When I started my studies, I knew that I wanted to go on exchange. I knew that I wanted to immerse myself in a new culture, and that I wanted to use my 3rd language on an everyday basis.
In January 2020, I got the confirmation that I would be going to the Autonomous University of Barcelona and I was very excited about that. Then came January 31, where Spain had its first case of coronavirus.
Since then, it’s been one of the worst-hit countries in Europe, and since the lockdown in Denmark began and until I was sitting on the plane to Barcelona on August 24, I didn’t really feel that I would make it here, also now that Spain has a pretty steep curve once again.
In terms of coronavirus, not much changed in the application process. Everything was delayed, and everyone heading off on exchange had the option to cancel their trips and choose electives instead.
I came very close to cancelling because the uncertainty of the situation was uncomfortable and strange. Will I be allowed to go to Spain? Will I be put into lockdown in Spain? Will I get to do my courses on campus?
Essentially, is the risk of going to Spain worth the reward? To add to the uncertainty, 3 weeks before I was to fly to Spain, they cancelled my flight, saying that, due to coronavirus, almost all the flights to Spain had been cancelled. That left me with the choice of going there on August 24 or September 28. Uni was starting on September 14.
This left me thinking: “Am I even going to be allowed to fly there?” In the end I was, and now I am here. And aside from the masks that we have to wear almost all the time, Barcelona is incredible.
On my first night here, I went out to eat with a friend from Copenhagen University who is doing her exchange at the same university as I am, and we started talking about how we both felt safe in Barcelona.
Neither of us had heard of any really bad experiences other than people falling asleep on the metro and waking up without their phone and wallet. On that same night, on the way home to where I am staying, three guys tried to steal my phone while blocking my way.
Luckily, I still have my phone. This has made me more aware of the possibility of theft, and from talking with people who live here, I realize that thieves have become more aggressive after the coronavirus hit, since they have 3 months of lockdown to make up for.
Aside from this, and missing family, girlfriend and friends, the adventure seems to be starting out great. The city, the food, the people, the listening to Spanish wherever I go, are things I enjoy immensely. It is very different from Denmark in several ways and some stereotypes of Spain do hold true.
They do shout much of the time when they are with each other. It is very rare to see people eating dinner at 18 since that’s an hour or so after lunch down here, and the strangest of all is that many stores around the city actually do have siestas from 13:00 to 16:00. Also, all stores except for restaurants and kiosks are closed on Sundays, though they have longer opening hours on weekdays.

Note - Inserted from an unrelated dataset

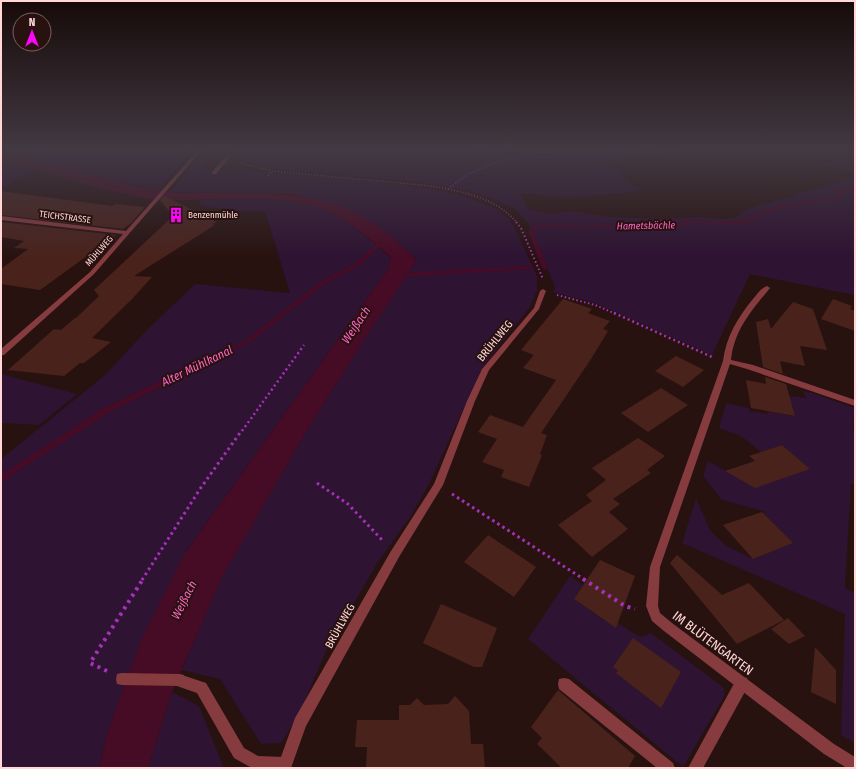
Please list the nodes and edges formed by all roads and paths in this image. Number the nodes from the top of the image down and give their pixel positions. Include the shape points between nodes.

Luckily, these things are easy enough to get accustomed to but coming from Denmark where everything is open all day, it is a bit strange.
My next adventure came when I decided to get a foldable bike, to avoid travelling too much in the busy metro (Covid-19 and all that).

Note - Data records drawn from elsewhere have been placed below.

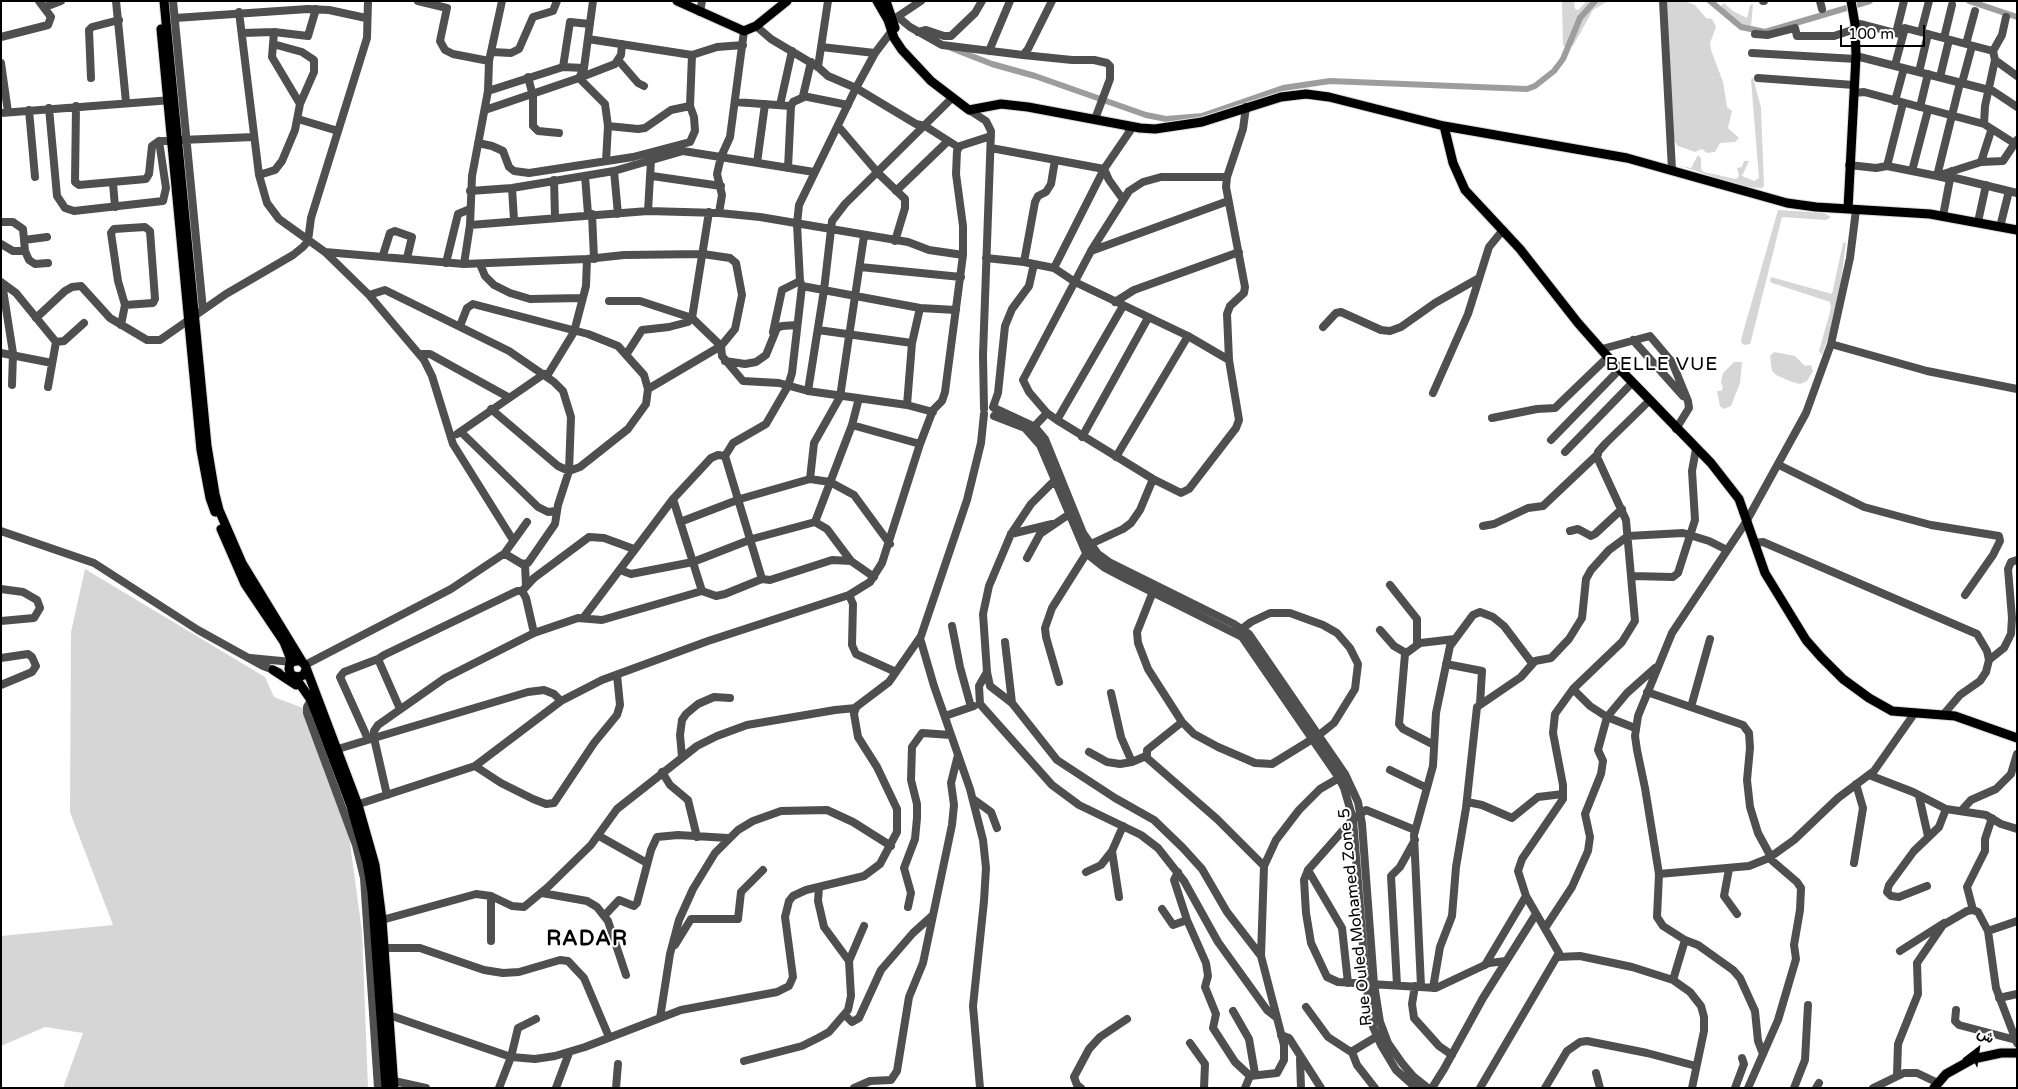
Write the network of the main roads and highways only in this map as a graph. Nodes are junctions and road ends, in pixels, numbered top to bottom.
1 (158, 1) edge
2 (164, 1) edge
3 (678, 1) edge
4 (787, 1) edge
5 (877, 1) edge
6 (886, 1) edge
7 (1852, 1) edge
8 (893, 23) junction
9 (170, 100) junction
10 (1444, 126) junction
11 (1852, 210) junction
12 (2017, 230) edge
13 (212, 496) junction
14 (292, 662) junction
15 (305, 665) junction
16 (273, 670) road end
17 (293, 676) junction
18 (309, 696) junction
19 (2017, 738) edge
20 (354, 806) junction
21 (380, 948) junction
22 (381, 1015) junction
23 (2017, 1053) edge
24 (394, 1084) edge
25 (1936, 1086) edge
26 (386, 1088) edge

1 - 9 main road
2 - 9 main road
3 - 4 main road
5 - 8 main road
6 - 8 main road
7 - 11 main road
8 - 10 main road
9 - 13 main road
10 - 11 main road
10 - 19 main road
11 - 12 main road
13 - 14 main road
13 - 15 main road
14 - 15 main road
14 - 17 main road
15 - 17 main road
15 - 20 main road
16 - 18 main road
17 - 18 main road
18 - 20 main road
20 - 21 main road
20 - 21 main road
21 - 22 main road
22 - 24 main road
22 - 26 main road
23 - 25 main road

In Barcelona, you do not leave your bike anywhere, with or without locks, because bikes still get stolen. Most people have two locks for when they cannot bring their bike with them, one for the front and one for the back, and I have still heard of people getting their seat stolen while away for 20 minutes.

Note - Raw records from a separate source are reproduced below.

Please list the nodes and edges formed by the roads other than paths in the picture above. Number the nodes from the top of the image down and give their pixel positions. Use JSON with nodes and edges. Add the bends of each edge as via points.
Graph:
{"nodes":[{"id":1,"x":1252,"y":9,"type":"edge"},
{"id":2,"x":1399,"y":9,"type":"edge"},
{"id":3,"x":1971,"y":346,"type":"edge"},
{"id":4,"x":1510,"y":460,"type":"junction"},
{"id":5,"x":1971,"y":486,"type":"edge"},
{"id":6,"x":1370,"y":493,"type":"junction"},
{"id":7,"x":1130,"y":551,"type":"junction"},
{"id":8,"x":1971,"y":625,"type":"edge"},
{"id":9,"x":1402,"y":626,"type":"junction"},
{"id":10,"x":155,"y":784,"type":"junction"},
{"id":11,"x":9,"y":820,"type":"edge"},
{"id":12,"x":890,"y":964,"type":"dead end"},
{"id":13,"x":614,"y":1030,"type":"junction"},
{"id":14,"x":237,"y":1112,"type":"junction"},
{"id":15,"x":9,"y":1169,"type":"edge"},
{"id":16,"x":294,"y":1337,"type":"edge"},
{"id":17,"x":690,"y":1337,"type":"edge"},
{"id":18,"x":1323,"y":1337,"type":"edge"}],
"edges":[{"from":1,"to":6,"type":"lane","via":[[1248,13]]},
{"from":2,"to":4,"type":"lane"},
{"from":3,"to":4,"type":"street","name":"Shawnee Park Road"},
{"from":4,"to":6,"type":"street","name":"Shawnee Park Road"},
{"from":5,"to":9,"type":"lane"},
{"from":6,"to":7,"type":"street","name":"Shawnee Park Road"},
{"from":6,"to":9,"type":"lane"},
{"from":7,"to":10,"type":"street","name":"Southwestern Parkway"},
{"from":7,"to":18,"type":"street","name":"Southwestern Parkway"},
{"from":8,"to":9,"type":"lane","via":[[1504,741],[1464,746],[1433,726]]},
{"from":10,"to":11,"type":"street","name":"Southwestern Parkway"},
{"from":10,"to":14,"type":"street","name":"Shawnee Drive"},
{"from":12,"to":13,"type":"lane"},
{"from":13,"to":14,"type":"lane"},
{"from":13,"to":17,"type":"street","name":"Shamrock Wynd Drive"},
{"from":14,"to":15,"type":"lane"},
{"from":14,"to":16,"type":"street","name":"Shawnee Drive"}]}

So, I decided I wanted a foldable one, since I could carry it to the 4th floor, rather than leaving it on the street. It would also take up less space in my room. I bought it Wednesday and returned it three days later. It turns out there is a maximum height for these foldable bikes, which makes it hard to find one that is not incredibly expensive, that fits my height of 183 cm.
So, in short, Barcelona is amazing, masks suck, and make sure to buy shorts with zip pockets.